**WORK INSTRUCTIONS:** Keep every line of the data below that has the string "meet" and present those lines.

**RECORDS FOR THIS TASK:**
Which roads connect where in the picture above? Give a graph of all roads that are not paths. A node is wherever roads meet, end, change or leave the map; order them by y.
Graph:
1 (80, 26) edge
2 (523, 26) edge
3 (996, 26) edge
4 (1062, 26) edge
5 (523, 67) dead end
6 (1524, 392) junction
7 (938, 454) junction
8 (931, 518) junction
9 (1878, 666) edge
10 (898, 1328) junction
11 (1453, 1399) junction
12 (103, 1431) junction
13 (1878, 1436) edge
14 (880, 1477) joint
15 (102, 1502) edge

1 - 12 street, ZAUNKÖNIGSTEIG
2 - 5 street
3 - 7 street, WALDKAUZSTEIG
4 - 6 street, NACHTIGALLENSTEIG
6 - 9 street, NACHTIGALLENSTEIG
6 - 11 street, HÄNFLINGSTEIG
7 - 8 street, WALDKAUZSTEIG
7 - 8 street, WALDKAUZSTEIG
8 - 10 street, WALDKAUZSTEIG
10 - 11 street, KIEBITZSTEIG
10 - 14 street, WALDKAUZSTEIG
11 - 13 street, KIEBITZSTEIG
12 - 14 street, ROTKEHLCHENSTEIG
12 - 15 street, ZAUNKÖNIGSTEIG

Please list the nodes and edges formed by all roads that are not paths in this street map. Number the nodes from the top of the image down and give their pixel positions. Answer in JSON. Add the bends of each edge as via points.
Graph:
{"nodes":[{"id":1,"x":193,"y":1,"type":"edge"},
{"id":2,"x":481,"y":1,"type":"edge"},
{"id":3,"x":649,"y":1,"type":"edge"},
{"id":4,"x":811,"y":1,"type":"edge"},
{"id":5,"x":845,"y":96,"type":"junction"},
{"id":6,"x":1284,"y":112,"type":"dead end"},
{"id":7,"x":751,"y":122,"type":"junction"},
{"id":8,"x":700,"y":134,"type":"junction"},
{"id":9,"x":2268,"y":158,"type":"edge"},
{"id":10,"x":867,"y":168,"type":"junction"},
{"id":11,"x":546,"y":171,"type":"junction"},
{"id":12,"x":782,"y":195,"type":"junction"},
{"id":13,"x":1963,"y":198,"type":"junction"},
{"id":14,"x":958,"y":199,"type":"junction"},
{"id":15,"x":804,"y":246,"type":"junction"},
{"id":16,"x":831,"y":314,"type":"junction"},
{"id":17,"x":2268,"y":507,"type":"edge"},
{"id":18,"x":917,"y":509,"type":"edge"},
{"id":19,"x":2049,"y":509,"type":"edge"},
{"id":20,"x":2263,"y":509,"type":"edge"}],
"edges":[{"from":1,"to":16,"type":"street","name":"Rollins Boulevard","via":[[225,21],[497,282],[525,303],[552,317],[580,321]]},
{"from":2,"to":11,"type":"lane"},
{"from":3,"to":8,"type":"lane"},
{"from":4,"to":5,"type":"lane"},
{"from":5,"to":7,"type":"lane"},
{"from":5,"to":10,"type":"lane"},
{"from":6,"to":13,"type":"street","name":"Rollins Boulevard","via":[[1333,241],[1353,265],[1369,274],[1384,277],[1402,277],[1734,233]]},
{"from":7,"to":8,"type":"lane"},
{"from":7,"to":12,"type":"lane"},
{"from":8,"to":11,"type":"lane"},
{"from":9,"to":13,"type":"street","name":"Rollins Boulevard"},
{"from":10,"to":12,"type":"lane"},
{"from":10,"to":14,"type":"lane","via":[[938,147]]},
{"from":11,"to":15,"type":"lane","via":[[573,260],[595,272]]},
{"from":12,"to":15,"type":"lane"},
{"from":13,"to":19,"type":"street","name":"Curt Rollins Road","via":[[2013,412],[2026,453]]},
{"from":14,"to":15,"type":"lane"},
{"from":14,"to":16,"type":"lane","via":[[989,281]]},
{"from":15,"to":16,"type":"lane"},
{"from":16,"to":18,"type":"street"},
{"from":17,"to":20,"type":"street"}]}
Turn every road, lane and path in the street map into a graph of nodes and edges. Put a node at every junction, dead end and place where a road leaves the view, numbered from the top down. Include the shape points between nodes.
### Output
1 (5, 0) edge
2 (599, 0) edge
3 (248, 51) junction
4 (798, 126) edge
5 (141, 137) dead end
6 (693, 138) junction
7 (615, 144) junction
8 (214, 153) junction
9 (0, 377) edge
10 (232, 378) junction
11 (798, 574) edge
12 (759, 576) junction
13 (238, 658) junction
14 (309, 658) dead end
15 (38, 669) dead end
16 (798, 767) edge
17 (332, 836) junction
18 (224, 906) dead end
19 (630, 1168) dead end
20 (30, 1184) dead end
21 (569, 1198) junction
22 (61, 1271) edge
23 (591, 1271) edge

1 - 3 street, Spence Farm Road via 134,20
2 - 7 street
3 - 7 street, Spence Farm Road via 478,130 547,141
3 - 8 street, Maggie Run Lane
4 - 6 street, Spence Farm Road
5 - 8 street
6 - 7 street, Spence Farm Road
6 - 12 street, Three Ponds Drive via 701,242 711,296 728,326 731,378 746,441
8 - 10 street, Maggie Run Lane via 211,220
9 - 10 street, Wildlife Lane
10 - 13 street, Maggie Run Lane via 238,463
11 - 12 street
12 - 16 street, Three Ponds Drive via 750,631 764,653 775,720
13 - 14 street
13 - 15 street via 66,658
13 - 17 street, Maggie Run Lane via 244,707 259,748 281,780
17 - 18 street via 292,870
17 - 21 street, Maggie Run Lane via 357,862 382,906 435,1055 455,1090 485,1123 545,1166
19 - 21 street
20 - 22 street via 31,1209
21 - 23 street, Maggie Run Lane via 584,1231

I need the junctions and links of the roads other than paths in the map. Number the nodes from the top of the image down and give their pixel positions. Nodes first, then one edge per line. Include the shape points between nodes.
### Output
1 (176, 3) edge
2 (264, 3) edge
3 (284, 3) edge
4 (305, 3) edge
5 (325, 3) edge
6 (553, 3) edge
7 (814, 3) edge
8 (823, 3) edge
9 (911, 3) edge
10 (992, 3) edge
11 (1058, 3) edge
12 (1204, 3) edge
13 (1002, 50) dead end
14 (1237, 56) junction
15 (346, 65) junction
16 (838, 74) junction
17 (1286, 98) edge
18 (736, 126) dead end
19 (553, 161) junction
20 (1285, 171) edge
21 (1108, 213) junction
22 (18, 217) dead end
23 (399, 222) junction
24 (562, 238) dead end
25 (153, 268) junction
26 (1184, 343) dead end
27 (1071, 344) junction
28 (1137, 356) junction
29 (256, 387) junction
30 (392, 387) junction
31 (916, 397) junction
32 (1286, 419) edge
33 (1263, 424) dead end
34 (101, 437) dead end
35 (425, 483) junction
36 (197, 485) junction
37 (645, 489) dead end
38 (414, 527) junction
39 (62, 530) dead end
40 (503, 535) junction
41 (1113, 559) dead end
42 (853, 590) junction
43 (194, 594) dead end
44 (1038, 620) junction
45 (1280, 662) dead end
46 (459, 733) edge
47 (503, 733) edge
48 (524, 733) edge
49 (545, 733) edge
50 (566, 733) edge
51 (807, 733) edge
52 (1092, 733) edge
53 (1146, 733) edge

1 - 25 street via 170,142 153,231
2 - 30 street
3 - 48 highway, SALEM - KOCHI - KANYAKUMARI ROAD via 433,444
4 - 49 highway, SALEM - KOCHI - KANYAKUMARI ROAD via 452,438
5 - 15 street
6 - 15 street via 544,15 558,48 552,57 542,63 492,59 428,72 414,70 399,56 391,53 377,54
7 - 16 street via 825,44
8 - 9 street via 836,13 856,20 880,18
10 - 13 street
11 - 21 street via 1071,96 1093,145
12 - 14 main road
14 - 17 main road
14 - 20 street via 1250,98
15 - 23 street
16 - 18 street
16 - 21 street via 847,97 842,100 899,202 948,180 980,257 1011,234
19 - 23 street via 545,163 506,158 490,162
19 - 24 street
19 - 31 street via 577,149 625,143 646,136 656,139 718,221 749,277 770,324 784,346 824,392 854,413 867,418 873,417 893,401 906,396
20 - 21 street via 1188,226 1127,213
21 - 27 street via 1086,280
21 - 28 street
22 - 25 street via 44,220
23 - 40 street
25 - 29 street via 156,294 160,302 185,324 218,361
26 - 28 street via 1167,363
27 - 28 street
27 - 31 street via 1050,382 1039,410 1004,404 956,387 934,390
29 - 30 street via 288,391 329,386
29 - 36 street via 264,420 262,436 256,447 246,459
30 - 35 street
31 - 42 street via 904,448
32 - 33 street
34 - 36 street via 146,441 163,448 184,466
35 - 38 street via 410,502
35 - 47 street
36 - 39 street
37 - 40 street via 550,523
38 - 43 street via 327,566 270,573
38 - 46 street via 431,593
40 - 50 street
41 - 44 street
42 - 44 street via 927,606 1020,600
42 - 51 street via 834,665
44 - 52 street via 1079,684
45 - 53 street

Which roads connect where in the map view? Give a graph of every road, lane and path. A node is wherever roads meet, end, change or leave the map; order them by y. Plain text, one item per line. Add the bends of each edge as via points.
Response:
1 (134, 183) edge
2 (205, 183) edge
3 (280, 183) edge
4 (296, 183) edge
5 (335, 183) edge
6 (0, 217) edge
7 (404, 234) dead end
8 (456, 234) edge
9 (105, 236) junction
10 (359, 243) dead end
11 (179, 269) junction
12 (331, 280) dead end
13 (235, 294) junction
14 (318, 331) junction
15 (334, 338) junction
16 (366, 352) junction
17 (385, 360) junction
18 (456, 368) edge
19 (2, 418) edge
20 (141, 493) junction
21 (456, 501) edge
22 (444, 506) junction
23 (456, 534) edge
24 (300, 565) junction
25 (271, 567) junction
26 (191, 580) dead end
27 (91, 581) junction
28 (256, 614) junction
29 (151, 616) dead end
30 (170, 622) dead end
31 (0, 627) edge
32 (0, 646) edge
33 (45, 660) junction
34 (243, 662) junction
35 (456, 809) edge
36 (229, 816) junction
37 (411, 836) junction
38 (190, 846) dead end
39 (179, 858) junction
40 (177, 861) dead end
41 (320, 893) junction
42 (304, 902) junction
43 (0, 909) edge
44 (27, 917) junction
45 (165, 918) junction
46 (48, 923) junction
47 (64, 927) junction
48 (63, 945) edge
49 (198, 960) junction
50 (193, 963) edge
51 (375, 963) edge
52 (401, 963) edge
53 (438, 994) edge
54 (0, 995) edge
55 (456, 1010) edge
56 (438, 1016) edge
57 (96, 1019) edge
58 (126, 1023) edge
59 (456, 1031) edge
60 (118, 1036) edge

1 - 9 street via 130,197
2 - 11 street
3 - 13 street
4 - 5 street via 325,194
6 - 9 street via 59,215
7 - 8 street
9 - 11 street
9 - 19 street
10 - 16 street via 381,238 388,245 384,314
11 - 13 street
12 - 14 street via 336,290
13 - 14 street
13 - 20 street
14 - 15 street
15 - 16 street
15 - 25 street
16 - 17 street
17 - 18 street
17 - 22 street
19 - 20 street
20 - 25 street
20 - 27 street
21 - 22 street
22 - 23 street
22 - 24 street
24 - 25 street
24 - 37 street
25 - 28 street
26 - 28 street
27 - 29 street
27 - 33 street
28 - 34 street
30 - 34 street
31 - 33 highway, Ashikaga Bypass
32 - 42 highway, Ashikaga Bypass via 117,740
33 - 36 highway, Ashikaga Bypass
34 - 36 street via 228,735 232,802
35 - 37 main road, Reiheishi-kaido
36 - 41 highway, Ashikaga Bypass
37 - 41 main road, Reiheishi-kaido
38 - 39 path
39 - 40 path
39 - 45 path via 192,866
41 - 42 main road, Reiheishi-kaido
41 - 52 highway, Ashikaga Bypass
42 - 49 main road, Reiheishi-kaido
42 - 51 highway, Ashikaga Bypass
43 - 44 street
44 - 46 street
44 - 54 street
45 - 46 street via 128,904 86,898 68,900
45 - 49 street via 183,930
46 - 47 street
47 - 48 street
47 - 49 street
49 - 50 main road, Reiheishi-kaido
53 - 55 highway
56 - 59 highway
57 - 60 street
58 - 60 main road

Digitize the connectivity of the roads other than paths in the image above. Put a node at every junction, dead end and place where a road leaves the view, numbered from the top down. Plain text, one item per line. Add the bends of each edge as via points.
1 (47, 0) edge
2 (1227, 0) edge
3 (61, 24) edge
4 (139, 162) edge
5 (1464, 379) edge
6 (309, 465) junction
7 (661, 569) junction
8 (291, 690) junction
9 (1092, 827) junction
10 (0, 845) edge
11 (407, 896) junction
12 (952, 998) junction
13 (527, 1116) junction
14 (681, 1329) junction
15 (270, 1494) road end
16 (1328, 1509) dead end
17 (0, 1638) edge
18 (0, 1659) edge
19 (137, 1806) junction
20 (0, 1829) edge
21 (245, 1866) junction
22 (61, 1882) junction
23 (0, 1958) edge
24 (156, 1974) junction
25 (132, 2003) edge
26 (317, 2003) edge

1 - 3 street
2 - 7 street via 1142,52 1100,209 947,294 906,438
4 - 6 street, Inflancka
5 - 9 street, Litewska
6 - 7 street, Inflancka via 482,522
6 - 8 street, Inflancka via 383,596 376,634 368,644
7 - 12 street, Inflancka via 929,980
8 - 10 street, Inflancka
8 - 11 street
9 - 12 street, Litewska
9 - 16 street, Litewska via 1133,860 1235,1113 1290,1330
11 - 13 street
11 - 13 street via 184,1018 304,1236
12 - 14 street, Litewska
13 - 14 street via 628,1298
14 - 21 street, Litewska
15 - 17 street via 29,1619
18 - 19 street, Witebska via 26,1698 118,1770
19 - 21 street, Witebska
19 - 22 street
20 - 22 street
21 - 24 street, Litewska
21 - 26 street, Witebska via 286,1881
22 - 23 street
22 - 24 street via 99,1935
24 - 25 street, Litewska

**ANSWER TO THIS PROBLEM:**
Which roads connect where in the picture above? Give a graph of all roads that are not paths. A node is wherever roads meet, end, change or leave the map; order them by y.
Which roads connect where in the map view? Give a graph of every road, lane and path. A node is wherever roads meet, end, change or leave the map; order them by y. Plain text, one item per line. Add the bends of each edge as via points.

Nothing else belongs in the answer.